DOL Proposes Safe Harbor for Selection of Designated Investment Alternatives in 401(k) Plans

Client Alert  |  April 1, 2026


In this update, we summarize the proposed rule and the litigation context in which it arose and practical considerations for employers, plan fiduciaries, and alternative asset managers.

On March 30, 2026, the U.S. Department of Labor (DOL) proposed a new rule that would give 401(k) plan fiduciaries a clearer path to offering alternative investments—like private equity, real estate, and infrastructure—alongside traditional mutual funds and index funds.[1]

Under the Employee Retirement Income Security Act (ERISA), fiduciaries who select investment options for a retirement plan must satisfy a duty of prudence.  The proposed rule would create a process-based safe harbor under ERISA that sets forth steps for plan fiduciaries to follow when selecting investment options for participant-directed defined contribution retirement plans, which under the rule, would give rise to a legal presumption that the fiduciaries satisfied this duty of prudence.

The safe harbor applies to all investment selections—not just alternative investments—but it was prompted by Executive Order 14330, which President Trump signed in August 2025 to expand retirement savers’ access to alternative assets.  If finalized, the rule could make fiduciaries more comfortable offering investment options that include exposure to alternative assets offered by private equity firms, real estate fund managers, and other fund managers.

In this update, we summarize the proposed rule and the litigation context in which it arose and practical considerations for employers, plan fiduciaries, and alternative asset managers.

Although the proposed rule is not yet final, there are a few key takeaways at this stage:

  • For employers and plan fiduciaries: The proposal provides guidance on how to evaluate nontraditional investments, which could reduce the legal risk of considering these alternatives for ERISA-governed plans.
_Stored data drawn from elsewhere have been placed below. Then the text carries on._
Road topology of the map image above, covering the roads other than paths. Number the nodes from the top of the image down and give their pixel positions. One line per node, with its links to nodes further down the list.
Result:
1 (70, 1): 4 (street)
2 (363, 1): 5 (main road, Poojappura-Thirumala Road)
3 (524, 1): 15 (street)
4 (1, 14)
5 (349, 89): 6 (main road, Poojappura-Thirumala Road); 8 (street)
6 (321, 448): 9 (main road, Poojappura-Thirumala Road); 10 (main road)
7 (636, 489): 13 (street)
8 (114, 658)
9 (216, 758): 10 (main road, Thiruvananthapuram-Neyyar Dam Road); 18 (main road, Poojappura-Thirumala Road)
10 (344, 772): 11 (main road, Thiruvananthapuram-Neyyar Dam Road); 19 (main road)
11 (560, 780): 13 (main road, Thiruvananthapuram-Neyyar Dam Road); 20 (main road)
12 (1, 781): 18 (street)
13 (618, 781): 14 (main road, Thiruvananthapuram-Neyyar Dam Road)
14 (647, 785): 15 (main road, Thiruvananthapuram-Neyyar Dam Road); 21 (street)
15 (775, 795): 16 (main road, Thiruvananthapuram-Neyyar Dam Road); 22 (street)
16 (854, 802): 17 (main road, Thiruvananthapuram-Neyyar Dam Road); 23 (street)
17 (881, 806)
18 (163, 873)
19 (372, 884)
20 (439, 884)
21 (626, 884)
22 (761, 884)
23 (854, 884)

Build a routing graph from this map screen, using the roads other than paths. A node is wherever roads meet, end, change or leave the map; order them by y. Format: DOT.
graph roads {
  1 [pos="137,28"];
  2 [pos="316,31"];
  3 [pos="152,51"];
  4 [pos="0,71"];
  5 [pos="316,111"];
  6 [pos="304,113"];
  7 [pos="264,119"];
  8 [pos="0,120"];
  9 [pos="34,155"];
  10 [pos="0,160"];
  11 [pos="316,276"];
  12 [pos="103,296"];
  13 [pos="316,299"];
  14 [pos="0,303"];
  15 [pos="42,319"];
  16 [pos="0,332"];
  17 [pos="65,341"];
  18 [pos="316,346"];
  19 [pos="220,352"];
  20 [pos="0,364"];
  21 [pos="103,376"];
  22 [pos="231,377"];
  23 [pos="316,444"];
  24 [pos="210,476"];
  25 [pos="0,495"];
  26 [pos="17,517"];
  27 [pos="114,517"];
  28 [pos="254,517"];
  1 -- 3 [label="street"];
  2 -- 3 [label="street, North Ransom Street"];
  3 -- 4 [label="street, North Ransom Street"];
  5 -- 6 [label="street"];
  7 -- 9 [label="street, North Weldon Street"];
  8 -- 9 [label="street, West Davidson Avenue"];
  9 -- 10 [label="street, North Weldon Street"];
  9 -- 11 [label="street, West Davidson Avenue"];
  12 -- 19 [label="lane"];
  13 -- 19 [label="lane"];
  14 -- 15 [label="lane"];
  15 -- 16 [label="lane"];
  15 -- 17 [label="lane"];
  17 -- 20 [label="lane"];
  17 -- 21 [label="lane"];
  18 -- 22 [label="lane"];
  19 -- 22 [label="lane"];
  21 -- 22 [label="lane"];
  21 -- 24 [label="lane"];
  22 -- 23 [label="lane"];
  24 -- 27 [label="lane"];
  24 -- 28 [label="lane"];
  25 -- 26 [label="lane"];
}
Thoughtful fiduciary committee process, monitoring, and documentation remain essential.
  • For alternative asset managers: The proposal could significantly expand the market and capital raising opportunities for products designed for defined contribution plans. Managers who want to be positioned when a final rule takes effect should be thinking now about product structure, fee transparency, liquidity management, and valuation processes.
  • Comments are due by June 1. Employers, plan fiduciaries, fund managers, and others who would be affected should consider submitting comments to DOL during the 60-day comment period.
  • The final rule could change. DOL could revise the rule in response to comments.  Plan sponsors and fund managers should review the final rule when it is released, which could be by the end of 2026.

Background

Why Alternatives Have Been Rare In 401(k) Plans 

Alternative investments—such as private equity, private credit, real estate, infrastructure, digital assets, and commodities—are often cited as offering diversification benefits and the potential for higher risk-adjusted returns, and they are already common in traditional pension plans.  Yet they remain rare in participant-directed defined contribution plans, such as 401(k) and 403(b) retirement plans.

The reluctance to include them in such plans has come from both plan sponsors and the managers of alternative investment funds.
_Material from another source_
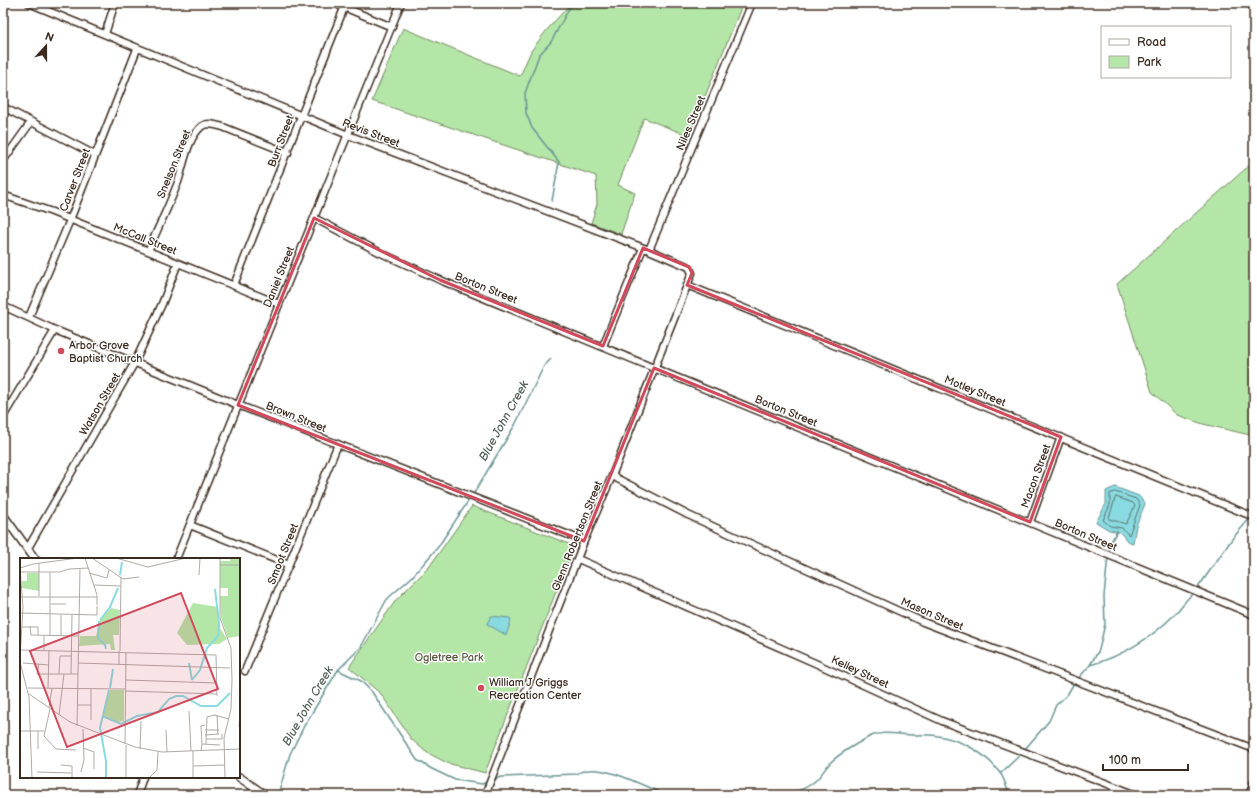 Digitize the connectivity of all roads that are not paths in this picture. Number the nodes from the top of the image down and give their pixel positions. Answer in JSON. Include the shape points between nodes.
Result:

On the plan sponsor side, alternative investments present some features that have attracted ERISA class action lawsuits, which in turn has discouraged plan sponsors from including such products in their lineups.  Compared with traditional mutual funds and the low-cost index funds now common in 401(k) plans, alternatives can involve higher fees, more complex structures, more difficult valuation issues, and reduced liquidity.  Plaintiffs regularly point to these features when alleging that fiduciaries acted imprudently in including alternatives among plan investment lineups.  In the proposal’s preamble, DOL identified litigation risk as a central reason for the relative absence of alternative investments in 401(k) plans, citing more than 500 suits since 2016 alleging violations of ERISA and more than $1 billion in ERISA settlements since 2020.  Against that backdrop, DOL concluded that the threat of litigation has discouraged fiduciaries from offering investment options beyond the familiar mix of mutual funds, index funds, and target date funds, even where other options could improve participant outcomes.

On the alternative investment manager side, practical obstacles have limited access to 401(k) capital.  Most alternative investment managers have primarily sponsored private funds that restrict investments by benefit plan investors to less than 25% of any class of equity interests (the so-called “25% Test”), which leads them to prefer large institutional pension plans over smaller accounts.  Typical private equity fund structures also call capital and make distributions irregularly based on deal flow, and have limited or irregular liquidity mechanisms, creating complications for inclusion in 401(k) plans with participants that might change jobs, take a hardship withdrawal, take a plan loan, or retire at any time.  And while most private funds value their portfolios quarterly using internal processes, most 401(k) plans operate on a daily valuation cycle.  For these reasons, many alternative investment managers have historically viewed the back-office infrastructure required to administer many small accounts as not worth the effort.

That dynamic is already changing.  In recent years, alternative investment managers have embraced the “retailization” of the industry, investing significant capital in private wealth distribution channels, and entirely new product designs, including semi-liquid fund structures that are regulated under the Investment Company Act.  This broader trend of increased retail access to private market investment opportunities has led these historically institutional-focused alternative investment managers to invest in retail distribution relationships and operational and compliance infrastructure that may better position them to also access 401(k) capital. And although DOL’s prior guidance sent mixed signals—at times acknowledging that alternatives could be included in 401(k) plans, and at times warning fiduciaries against doing so—the agency has recently made it clear that defined contribution plan participants should have access to alternatives.  Following Executive Order 14330, DOL rescinded its restrictive guidance on private equity in 401(k) plans.  The new proposed rule is the most significant action to follow the Executive Order.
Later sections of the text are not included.